#### Problem description
In the entries below, count the lines that contain the word "سپهبد" and give only that number.

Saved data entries
━━━━━━━━
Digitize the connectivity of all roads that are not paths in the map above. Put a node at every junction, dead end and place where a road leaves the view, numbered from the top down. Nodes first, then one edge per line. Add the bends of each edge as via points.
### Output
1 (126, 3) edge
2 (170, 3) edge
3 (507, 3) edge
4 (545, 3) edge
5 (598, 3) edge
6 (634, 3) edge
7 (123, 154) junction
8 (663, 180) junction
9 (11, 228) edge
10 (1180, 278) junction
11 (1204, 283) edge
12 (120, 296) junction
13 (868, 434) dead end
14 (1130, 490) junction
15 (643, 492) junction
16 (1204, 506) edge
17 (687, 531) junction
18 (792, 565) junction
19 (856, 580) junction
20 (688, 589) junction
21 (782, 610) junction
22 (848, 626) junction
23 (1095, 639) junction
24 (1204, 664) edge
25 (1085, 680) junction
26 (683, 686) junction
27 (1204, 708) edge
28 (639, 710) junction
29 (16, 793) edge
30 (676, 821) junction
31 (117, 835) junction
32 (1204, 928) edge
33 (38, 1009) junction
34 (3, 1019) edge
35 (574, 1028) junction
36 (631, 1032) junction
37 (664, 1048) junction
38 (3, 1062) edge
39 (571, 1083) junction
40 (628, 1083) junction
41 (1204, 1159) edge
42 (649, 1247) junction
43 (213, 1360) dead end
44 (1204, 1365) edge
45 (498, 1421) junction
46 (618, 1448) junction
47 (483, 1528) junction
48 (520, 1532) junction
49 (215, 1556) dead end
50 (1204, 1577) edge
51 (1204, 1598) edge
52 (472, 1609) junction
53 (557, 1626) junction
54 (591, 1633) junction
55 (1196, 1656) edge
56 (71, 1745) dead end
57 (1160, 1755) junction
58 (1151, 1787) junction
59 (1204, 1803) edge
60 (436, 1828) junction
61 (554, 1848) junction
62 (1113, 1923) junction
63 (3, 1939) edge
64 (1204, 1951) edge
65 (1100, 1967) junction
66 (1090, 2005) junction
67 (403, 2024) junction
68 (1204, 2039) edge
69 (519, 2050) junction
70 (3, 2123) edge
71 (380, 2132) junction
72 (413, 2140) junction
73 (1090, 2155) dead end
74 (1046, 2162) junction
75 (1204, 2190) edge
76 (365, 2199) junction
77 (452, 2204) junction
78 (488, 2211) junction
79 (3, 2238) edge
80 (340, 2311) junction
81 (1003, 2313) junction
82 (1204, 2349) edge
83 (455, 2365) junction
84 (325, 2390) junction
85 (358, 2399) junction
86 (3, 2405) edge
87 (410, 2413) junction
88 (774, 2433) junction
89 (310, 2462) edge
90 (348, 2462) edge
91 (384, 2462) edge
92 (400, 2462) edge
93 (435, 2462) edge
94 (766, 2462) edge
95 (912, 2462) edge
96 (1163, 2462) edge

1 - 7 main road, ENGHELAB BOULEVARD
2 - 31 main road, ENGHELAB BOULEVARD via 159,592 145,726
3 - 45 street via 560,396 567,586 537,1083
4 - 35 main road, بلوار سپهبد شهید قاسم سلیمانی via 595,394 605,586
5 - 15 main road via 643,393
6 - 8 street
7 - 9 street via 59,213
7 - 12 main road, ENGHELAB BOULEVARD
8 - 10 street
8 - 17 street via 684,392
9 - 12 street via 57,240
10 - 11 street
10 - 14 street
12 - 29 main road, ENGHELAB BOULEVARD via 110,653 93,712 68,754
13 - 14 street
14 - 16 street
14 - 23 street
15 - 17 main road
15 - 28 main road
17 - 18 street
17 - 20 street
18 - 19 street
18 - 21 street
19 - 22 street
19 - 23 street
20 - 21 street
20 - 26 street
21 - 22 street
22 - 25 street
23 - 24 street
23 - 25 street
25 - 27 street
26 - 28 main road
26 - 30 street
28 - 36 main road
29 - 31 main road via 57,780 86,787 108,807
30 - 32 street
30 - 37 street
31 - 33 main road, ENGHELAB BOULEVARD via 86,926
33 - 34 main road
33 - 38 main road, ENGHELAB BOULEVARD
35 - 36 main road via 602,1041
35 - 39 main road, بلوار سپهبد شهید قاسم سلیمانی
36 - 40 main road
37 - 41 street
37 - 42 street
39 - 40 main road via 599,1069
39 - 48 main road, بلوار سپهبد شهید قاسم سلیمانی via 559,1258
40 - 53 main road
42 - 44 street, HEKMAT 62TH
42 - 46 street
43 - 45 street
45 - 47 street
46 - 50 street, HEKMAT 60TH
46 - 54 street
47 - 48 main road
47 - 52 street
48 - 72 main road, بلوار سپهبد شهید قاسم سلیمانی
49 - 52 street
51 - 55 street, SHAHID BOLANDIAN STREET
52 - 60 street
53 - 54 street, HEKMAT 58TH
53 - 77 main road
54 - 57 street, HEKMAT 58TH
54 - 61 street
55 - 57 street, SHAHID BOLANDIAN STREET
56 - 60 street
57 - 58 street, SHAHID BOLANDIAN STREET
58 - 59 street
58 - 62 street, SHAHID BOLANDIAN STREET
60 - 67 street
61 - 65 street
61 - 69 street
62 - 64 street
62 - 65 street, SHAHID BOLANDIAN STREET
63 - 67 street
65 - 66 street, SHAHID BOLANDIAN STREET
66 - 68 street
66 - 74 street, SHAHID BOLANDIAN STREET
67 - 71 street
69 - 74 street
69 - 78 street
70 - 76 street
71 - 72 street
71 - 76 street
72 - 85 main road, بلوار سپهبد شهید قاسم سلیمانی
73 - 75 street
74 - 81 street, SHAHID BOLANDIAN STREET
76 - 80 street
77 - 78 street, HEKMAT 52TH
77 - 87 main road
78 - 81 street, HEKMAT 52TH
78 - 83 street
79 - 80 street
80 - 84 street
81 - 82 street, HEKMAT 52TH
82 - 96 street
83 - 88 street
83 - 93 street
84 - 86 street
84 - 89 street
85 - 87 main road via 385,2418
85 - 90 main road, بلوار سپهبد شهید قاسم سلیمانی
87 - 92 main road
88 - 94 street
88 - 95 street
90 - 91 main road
━━━━━━━━
#### Exercise result
6